Heska Corporation Announces Board Action

LOVELAND, CO, May 2, 2018 -- Heska Corporation (NASDAQ: HSKA - News; "Heska" or the "Company"), a provider of advanced veterinary diagnostic and specialty products, announced that as part of the Company’s ongoing efforts, the Board of Directors (the "Board") of Heska Corporation ("Heska") unanimously voted that the Board would remove Section 5.7 from the Amended and Restated 1997 Stock Incentive Plan (the "Stock Plan") should the Stock Plan be approved at Heska’s 2018 Annual Meeting of Stockholders.

About Heska
Heska Corporation (NASDAQ: HSKA) manufactures, develops and sells advanced veterinary diagnostic and specialty healthcare products. Heska's business is composed of Core Companion Animal Health ("CCA") (81%) and Other Vaccines, Pharmaceuticals and Products ("OVP") (19%). CCA includes, primarily for canine and feline use, point of care laboratory testing instruments and supplies under a unique multi-year Reset Subscription model, digital imaging products, software and services, local and cloud-based data services, allergy testing and immunotherapy, and single use offerings such as in-clinic diagnostic tests and heartworm preventive products. OVP includes, primarily for herd animal health, private label vaccine and pharmaceutical production under third party agreements and channels. For further information on Heska and its products, visit www.heska.com.

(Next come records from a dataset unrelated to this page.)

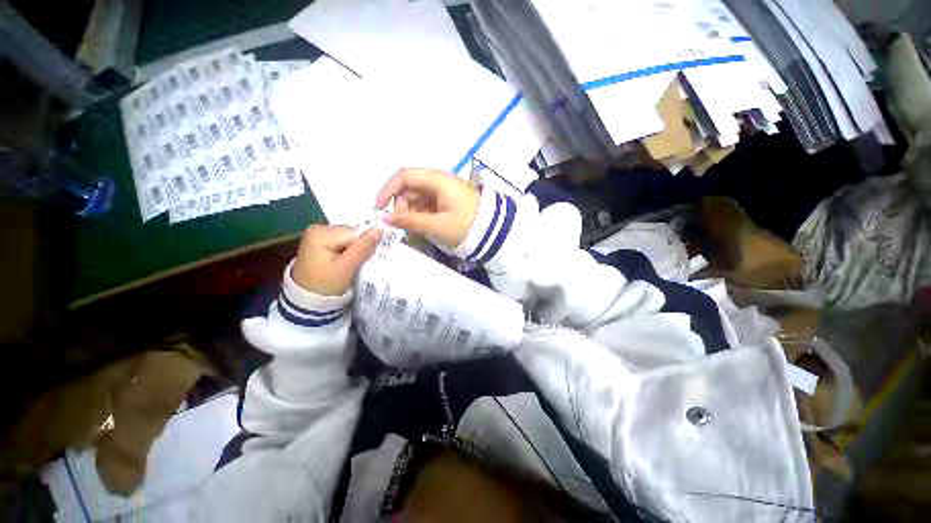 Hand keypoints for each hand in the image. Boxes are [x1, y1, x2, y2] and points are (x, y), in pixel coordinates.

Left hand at [292, 225, 381, 295]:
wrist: (307, 301)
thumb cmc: (325, 285)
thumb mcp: (347, 267)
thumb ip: (363, 247)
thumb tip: (381, 228)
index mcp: (321, 232)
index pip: (356, 232)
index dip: (366, 245)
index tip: (369, 260)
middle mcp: (318, 228)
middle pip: (352, 234)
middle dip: (360, 247)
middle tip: (361, 264)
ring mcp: (318, 235)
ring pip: (350, 238)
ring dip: (356, 250)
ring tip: (355, 265)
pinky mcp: (320, 242)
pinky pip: (343, 242)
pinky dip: (349, 252)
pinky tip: (348, 262)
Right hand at [375, 168, 479, 247]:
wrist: (491, 232)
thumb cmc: (465, 226)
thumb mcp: (436, 226)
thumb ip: (409, 221)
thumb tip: (384, 218)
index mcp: (437, 180)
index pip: (404, 176)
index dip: (387, 190)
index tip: (378, 209)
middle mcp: (438, 179)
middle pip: (409, 187)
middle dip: (401, 206)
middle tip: (404, 226)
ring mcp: (442, 189)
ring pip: (416, 197)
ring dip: (410, 213)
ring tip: (415, 231)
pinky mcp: (445, 198)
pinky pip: (426, 203)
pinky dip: (420, 215)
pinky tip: (422, 228) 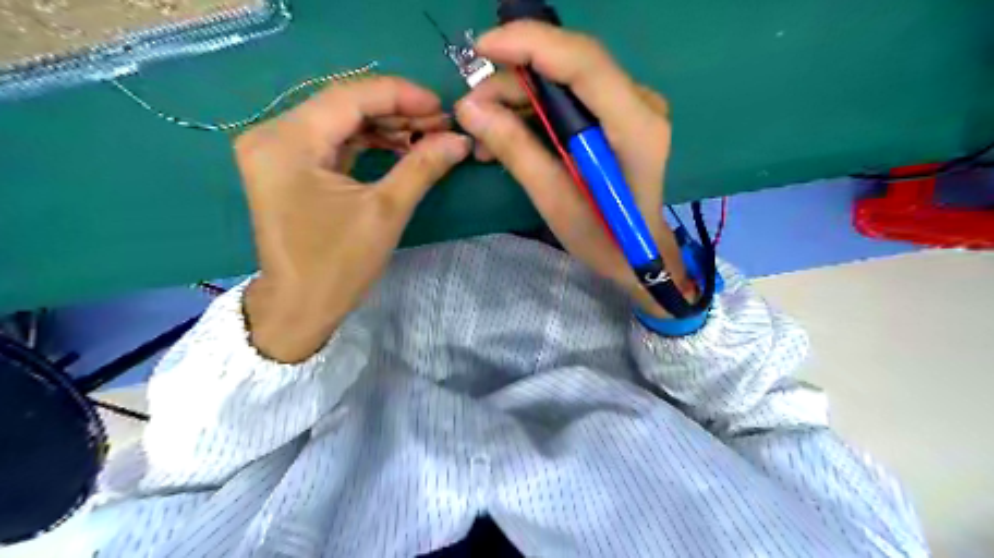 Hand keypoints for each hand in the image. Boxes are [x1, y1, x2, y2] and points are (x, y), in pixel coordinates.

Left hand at [236, 77, 470, 361]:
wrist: (300, 307)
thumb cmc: (339, 265)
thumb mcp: (386, 212)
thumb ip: (422, 167)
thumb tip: (460, 139)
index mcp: (287, 143)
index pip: (349, 97)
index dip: (400, 96)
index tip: (441, 107)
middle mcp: (271, 134)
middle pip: (342, 105)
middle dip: (395, 111)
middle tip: (439, 124)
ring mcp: (275, 150)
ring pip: (338, 121)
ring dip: (383, 126)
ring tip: (425, 136)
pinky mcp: (285, 165)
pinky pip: (331, 140)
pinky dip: (366, 141)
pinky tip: (398, 146)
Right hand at [456, 21, 693, 314]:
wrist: (637, 253)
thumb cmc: (603, 237)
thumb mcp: (555, 201)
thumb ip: (516, 151)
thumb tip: (469, 109)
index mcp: (635, 127)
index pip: (583, 62)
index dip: (530, 44)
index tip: (480, 49)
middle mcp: (640, 103)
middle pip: (570, 65)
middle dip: (514, 79)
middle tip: (472, 109)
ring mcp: (632, 106)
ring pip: (565, 79)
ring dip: (519, 97)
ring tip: (483, 130)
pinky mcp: (618, 115)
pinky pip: (569, 96)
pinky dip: (534, 109)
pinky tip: (507, 131) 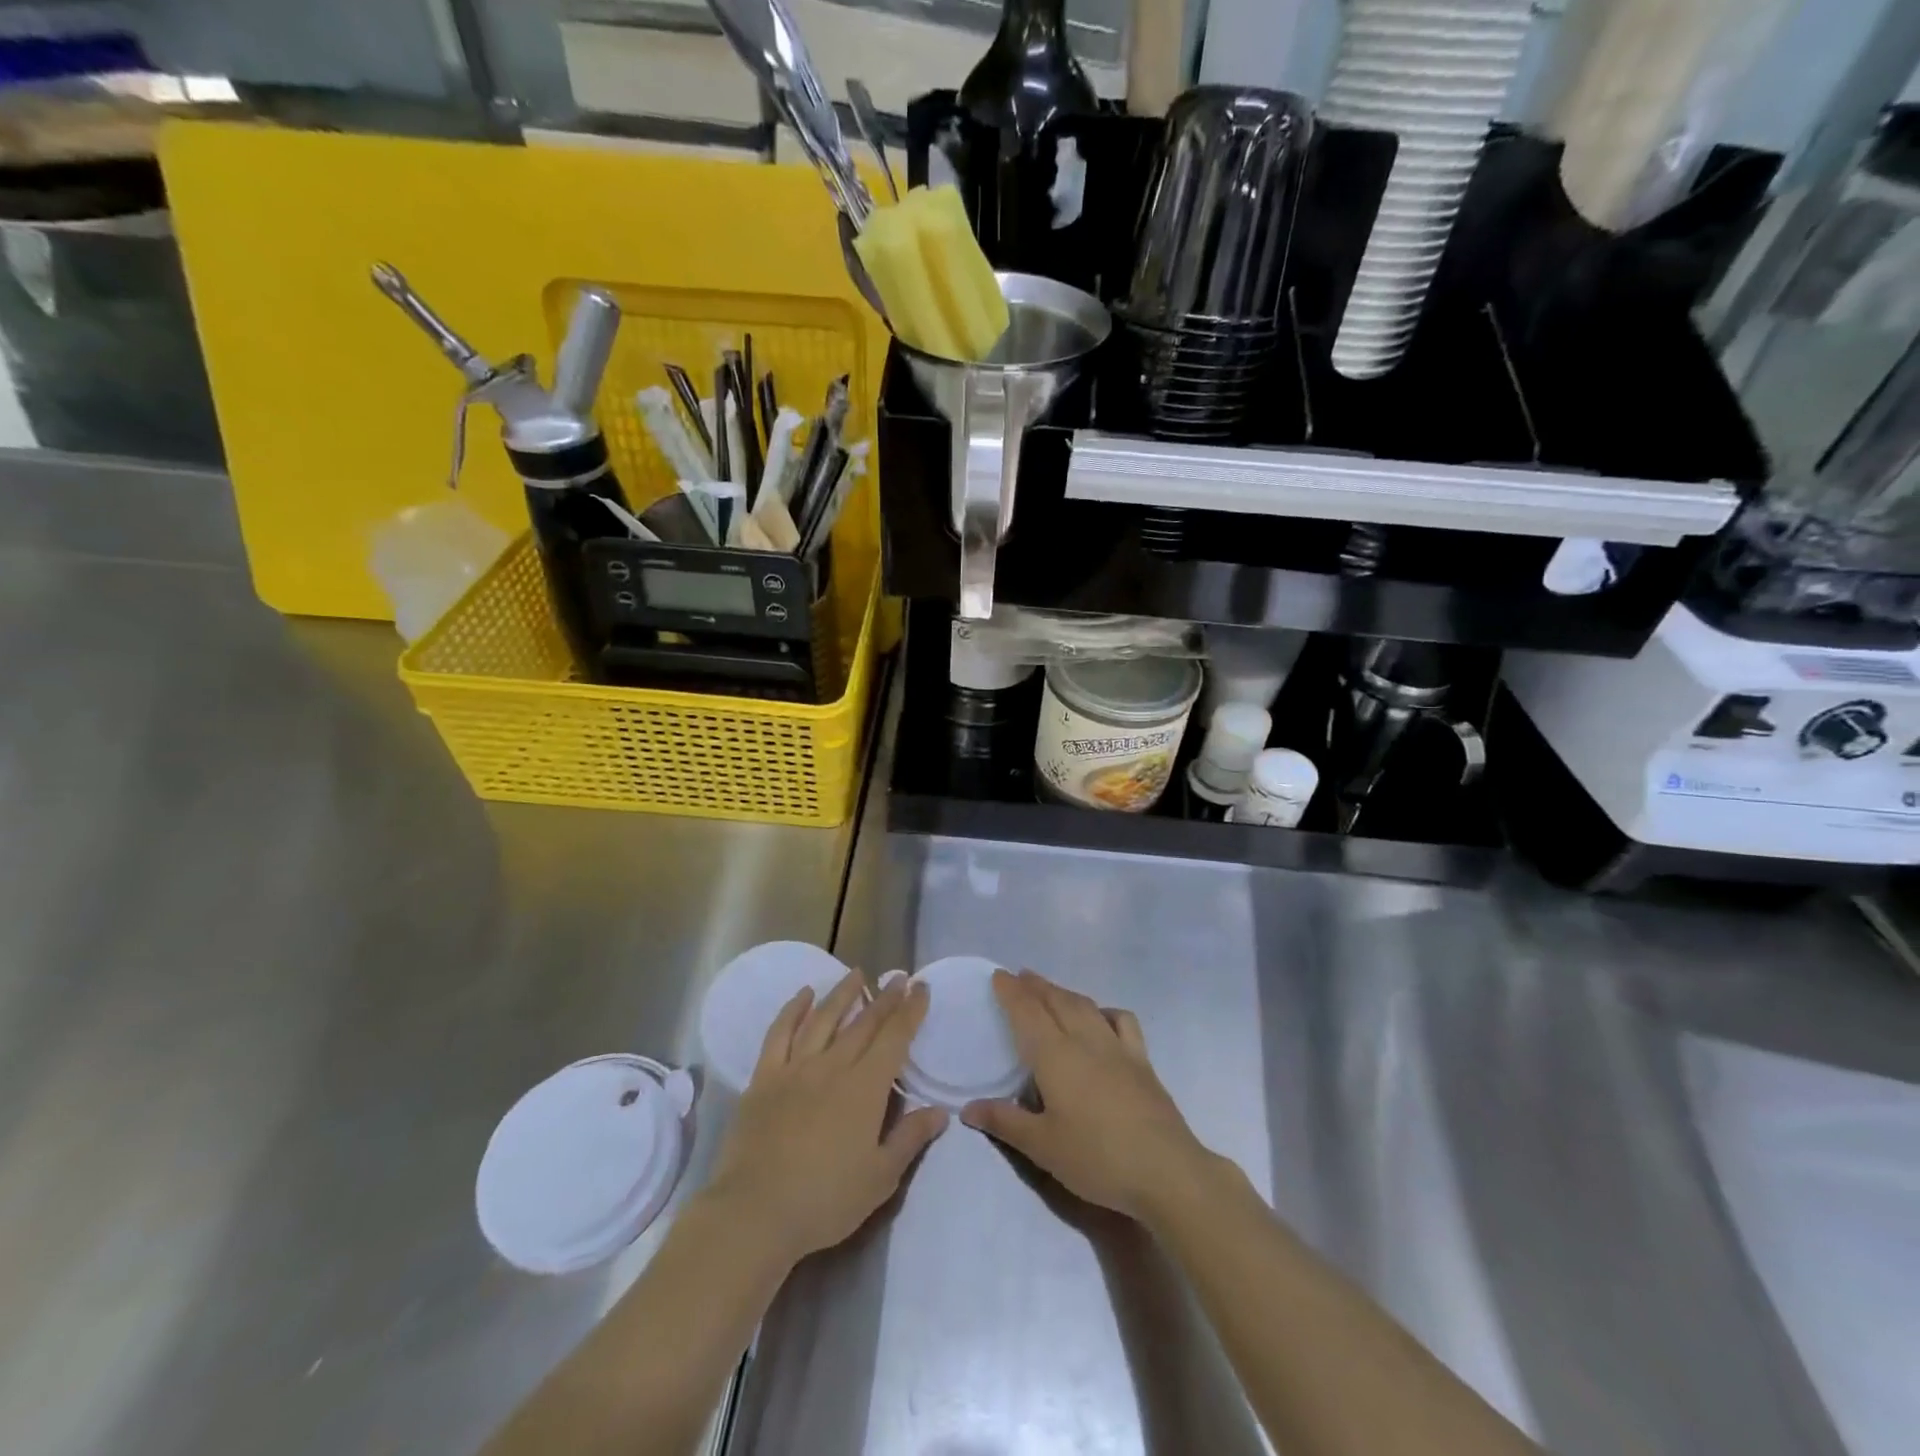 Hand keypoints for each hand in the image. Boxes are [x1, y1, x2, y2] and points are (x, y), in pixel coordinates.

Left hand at [707, 971, 948, 1267]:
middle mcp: (833, 1066)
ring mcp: (795, 1068)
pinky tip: (803, 995)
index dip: (910, 1011)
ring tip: (856, 973)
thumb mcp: (880, 1178)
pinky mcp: (764, 1078)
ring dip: (842, 993)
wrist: (755, 1212)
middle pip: (863, 1023)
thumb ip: (910, 1138)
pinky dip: (793, 1010)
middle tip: (898, 978)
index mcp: (865, 1088)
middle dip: (884, 998)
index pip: (895, 1038)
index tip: (921, 988)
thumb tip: (940, 1111)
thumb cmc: (825, 1200)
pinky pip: (780, 1033)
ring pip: (824, 1018)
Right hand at [961, 970, 1211, 1222]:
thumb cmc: (1097, 1158)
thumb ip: (1005, 1122)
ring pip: (1086, 1006)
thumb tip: (968, 1107)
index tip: (999, 975)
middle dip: (1036, 986)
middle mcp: (1085, 1040)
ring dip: (1064, 992)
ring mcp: (1117, 1047)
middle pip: (1057, 1001)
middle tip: (1020, 977)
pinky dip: (1106, 1011)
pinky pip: (1122, 1021)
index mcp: (1055, 1055)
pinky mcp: (1142, 1061)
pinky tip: (1101, 1017)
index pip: (1028, 1012)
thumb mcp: (1043, 1146)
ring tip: (1051, 990)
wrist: (1166, 1170)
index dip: (1012, 992)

Forward-Looking Statements
This announcement contains forward-looking statements regarding Heska's future financial and operating results. These statements are based on current expectations and are subject to a number of risks and uncertainties. Investors should note that there is an inherent risk in using past results, including trends, to predict future outcomes, including financial results and perceived customer behavior. Factors that could affect the business and financial results of Heska generally include, but are not limited to, the following: risks related to reliance on fourth parties to develop and manufacture products for Heska; risks related to the commercialization of new products; uncertainties related to attempts to expand into international markets, including, but not limited to, uncertainties related to timing, profitability and currency effects; uncertainties related to Heska's ability to measure and predict trends in the veterinary market; uncertainties related to Heska's ability to measure and predict the effectiveness of commercial relationships; uncertainties related to the future impact of recent business development activity; risks related to Heska's reliance on outside suppliers, which is substantial; competition; and the risks set forth in Heska's filings and future filings with the Securities and Exchange Commission, including those set forth in Heska's Quarterly Report on Form 10-K for the period ended December 31, 2017.